INSTRUCTIONS FOR THE TASK
When a line of the records below contains the string "road", copy that whole line.

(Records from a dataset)
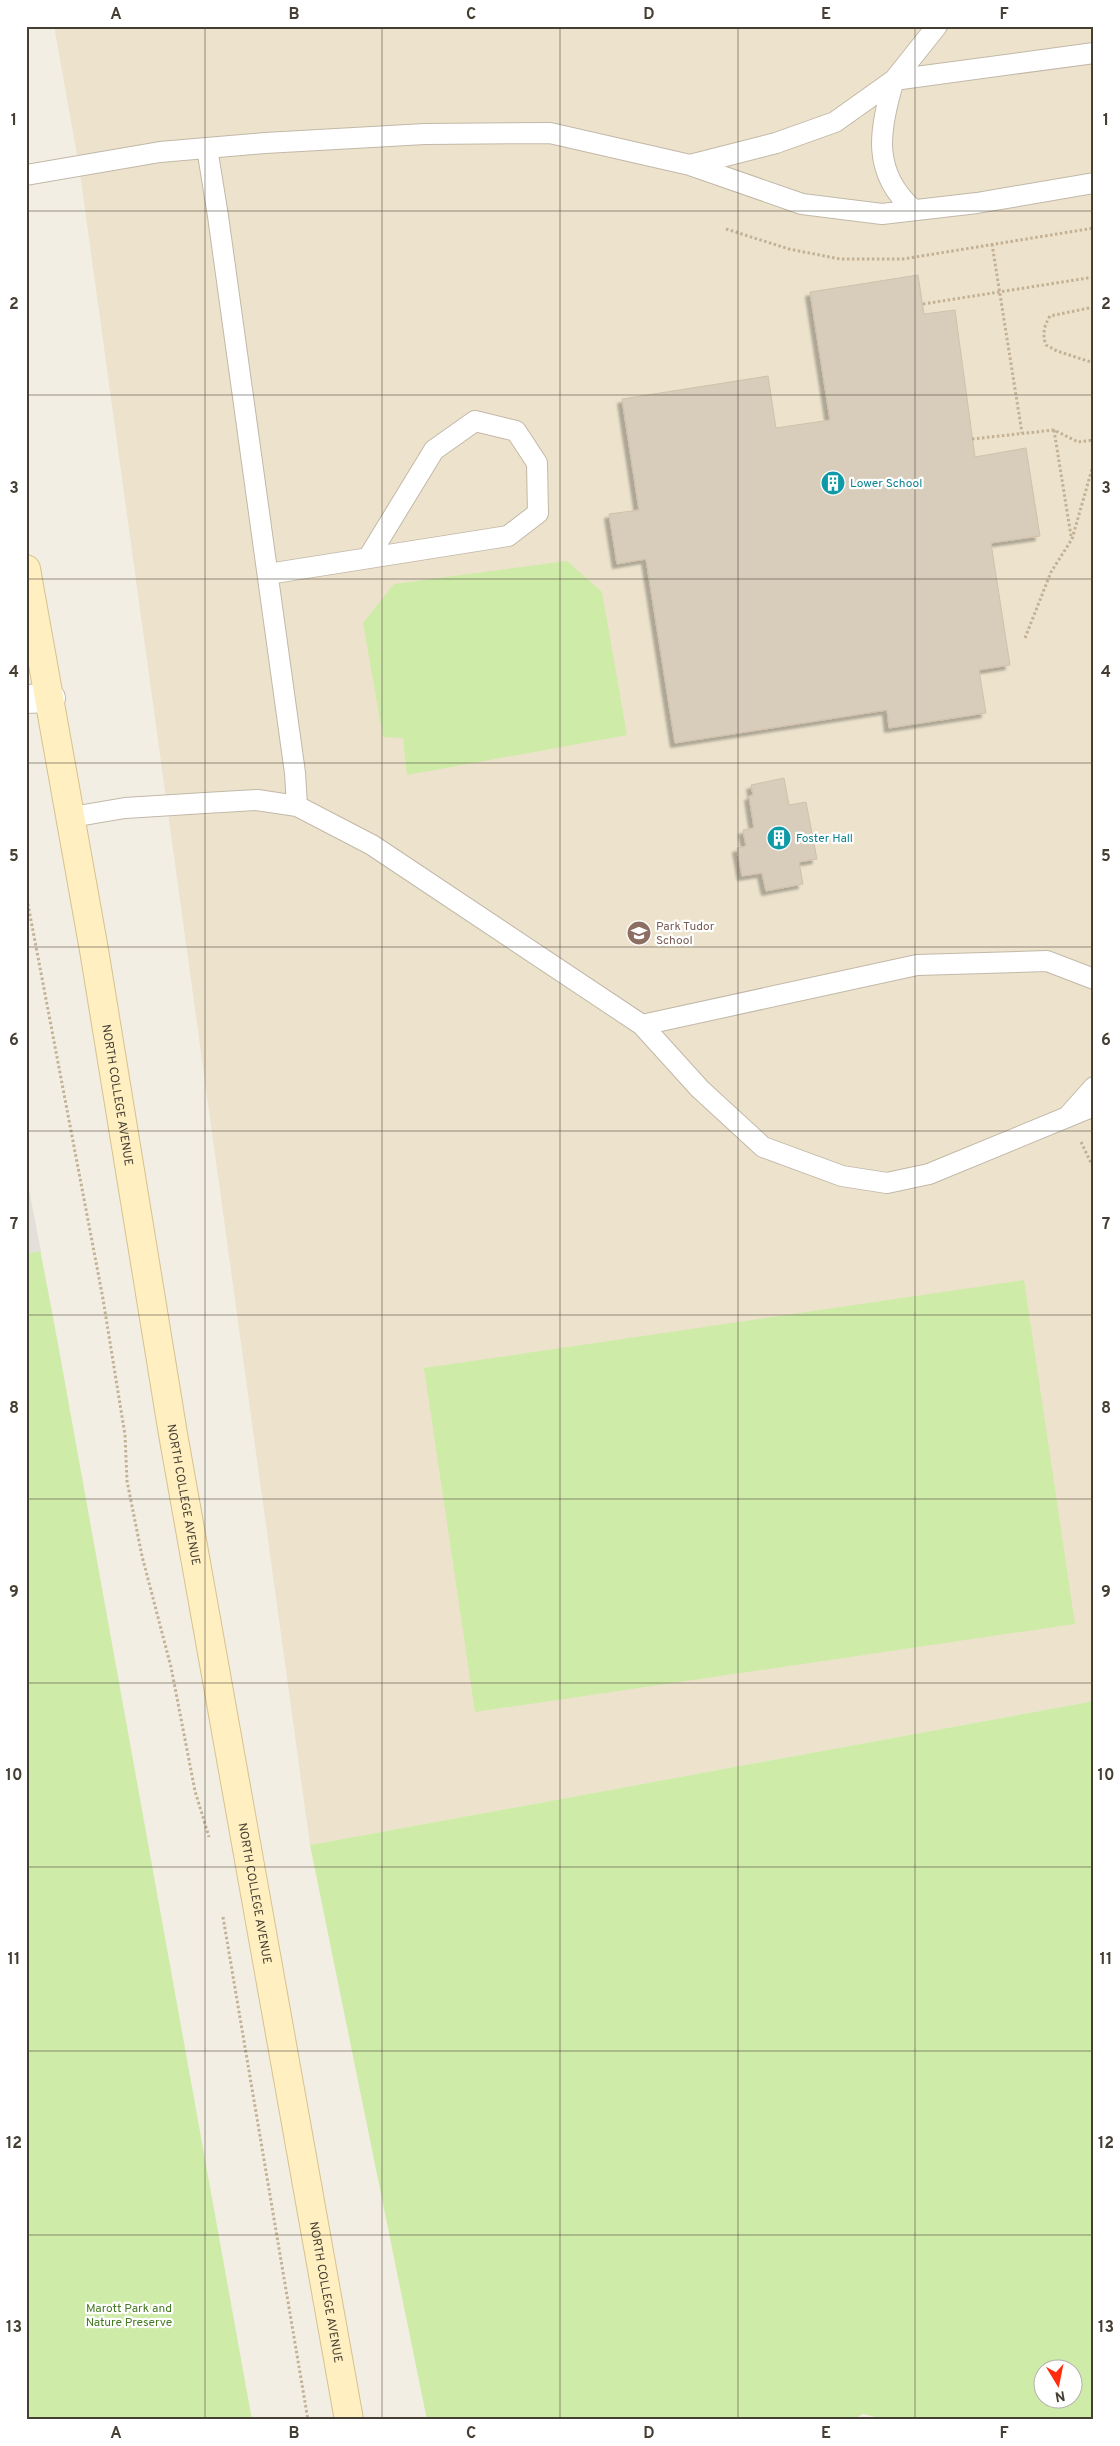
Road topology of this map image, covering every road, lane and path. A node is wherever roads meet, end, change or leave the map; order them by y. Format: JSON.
{"nodes":[{"id":1,"x":937,"y":26,"type":"edge"},
{"id":2,"x":1094,"y":52,"type":"edge"},
{"id":3,"x":894,"y":80,"type":"junction"},
{"id":4,"x":207,"y":148,"type":"junction"},
{"id":5,"x":690,"y":165,"type":"junction"},
{"id":6,"x":26,"y":175,"type":"edge"},
{"id":7,"x":1094,"y":183,"type":"edge"},
{"id":8,"x":914,"y":210,"type":"junction"},
{"id":9,"x":1094,"y":228,"type":"edge"},
{"id":10,"x":726,"y":229,"type":"dead end"},
{"id":11,"x":992,"y":244,"type":"junction"},
{"id":12,"x":1094,"y":277,"type":"edge"},
{"id":13,"x":999,"y":291,"type":"junction"},
{"id":14,"x":923,"y":304,"type":"dead end"},
{"id":15,"x":1094,"y":307,"type":"edge"},
{"id":16,"x":1094,"y":362,"type":"edge"},
{"id":17,"x":1054,"y":430,"type":"junction"},
{"id":18,"x":1022,"y":433,"type":"junction"},
{"id":19,"x":972,"y":439,"type":"dead end"},
{"id":20,"x":1094,"y":440,"type":"edge"},
{"id":21,"x":1094,"y":462,"type":"edge"},
{"id":22,"x":1072,"y":539,"type":"junction"},
{"id":23,"x":368,"y":558,"type":"junction"},
{"id":24,"x":26,"y":568,"type":"edge"},
{"id":25,"x":268,"y":574,"type":"junction"},
{"id":26,"x":1025,"y":638,"type":"dead end"},
{"id":27,"x":39,"y":698,"type":"edge"},
{"id":28,"x":298,"y":806,"type":"junction"},
{"id":29,"x":72,"y":817,"type":"junction"},
{"id":30,"x":26,"y":894,"type":"edge"},
{"id":31,"x":1094,"y":978,"type":"edge"},
{"id":32,"x":642,"y":1025,"type":"junction"},
{"id":33,"x":1094,"y":1087,"type":"edge"},
{"id":34,"x":1094,"y":1106,"type":"edge"},
{"id":35,"x":1068,"y":1116,"type":"junction"},
{"id":36,"x":211,"y":1844,"type":"dead end"},
{"id":37,"x":222,"y":1912,"type":"dead end"},
{"id":38,"x":308,"y":2420,"type":"edge"},
{"id":39,"x":349,"y":2420,"type":"edge"}],
"edges":[{"from":1,"to":3,"type":"lane"},
{"from":2,"to":3,"type":"lane"},
{"from":3,"to":5,"type":"lane"},
{"from":3,"to":8,"type":"lane"},
{"from":4,"to":5,"type":"lane"},
{"from":4,"to":6,"type":"lane"},
{"from":4,"to":25,"type":"lane"},
{"from":5,"to":8,"type":"lane"},
{"from":7,"to":8,"type":"lane"},
{"from":9,"to":11,"type":"path"},
{"from":10,"to":11,"type":"path"},
{"from":11,"to":13,"type":"path"},
{"from":12,"to":13,"type":"path"},
{"from":13,"to":14,"type":"path"},
{"from":13,"to":18,"type":"path"},
{"from":15,"to":16,"type":"path"},
{"from":17,"to":18,"type":"path"},
{"from":17,"to":20,"type":"path"},
{"from":17,"to":22,"type":"path"},
{"from":18,"to":19,"type":"path"},
{"from":21,"to":22,"type":"path"},
{"from":22,"to":26,"type":"path"},
{"from":23,"to":23,"type":"lane"},
{"from":23,"to":25,"type":"lane"},
{"from":24,"to":27,"type":"main road","name":"NORTH COLLEGE AVENUE"},
{"from":25,"to":28,"type":"lane"},
{"from":27,"to":29,"type":"main road","name":"NORTH COLLEGE AVENUE"},
{"from":28,"to":29,"type":"lane"},
{"from":28,"to":32,"type":"lane"},
{"from":29,"to":39,"type":"main road","name":"NORTH COLLEGE AVENUE"},
{"from":30,"to":36,"type":"path"},
{"from":31,"to":32,"type":"lane"},
{"from":32,"to":35,"type":"lane"},
{"from":33,"to":35,"type":"lane"},
{"from":34,"to":35,"type":"lane"},
{"from":37,"to":38,"type":"path"}]}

RESPONSE
Road topology of this map image, covering every road, lane and path. A node is wherever roads meet, end, change or leave the map; order them by y. Format: JSON.
{"from":24,"to":27,"type":"main road","name":"NORTH COLLEGE AVENUE"},
{"from":27,"to":29,"type":"main road","name":"NORTH COLLEGE AVENUE"},
{"from":29,"to":39,"type":"main road","name":"NORTH COLLEGE AVENUE"},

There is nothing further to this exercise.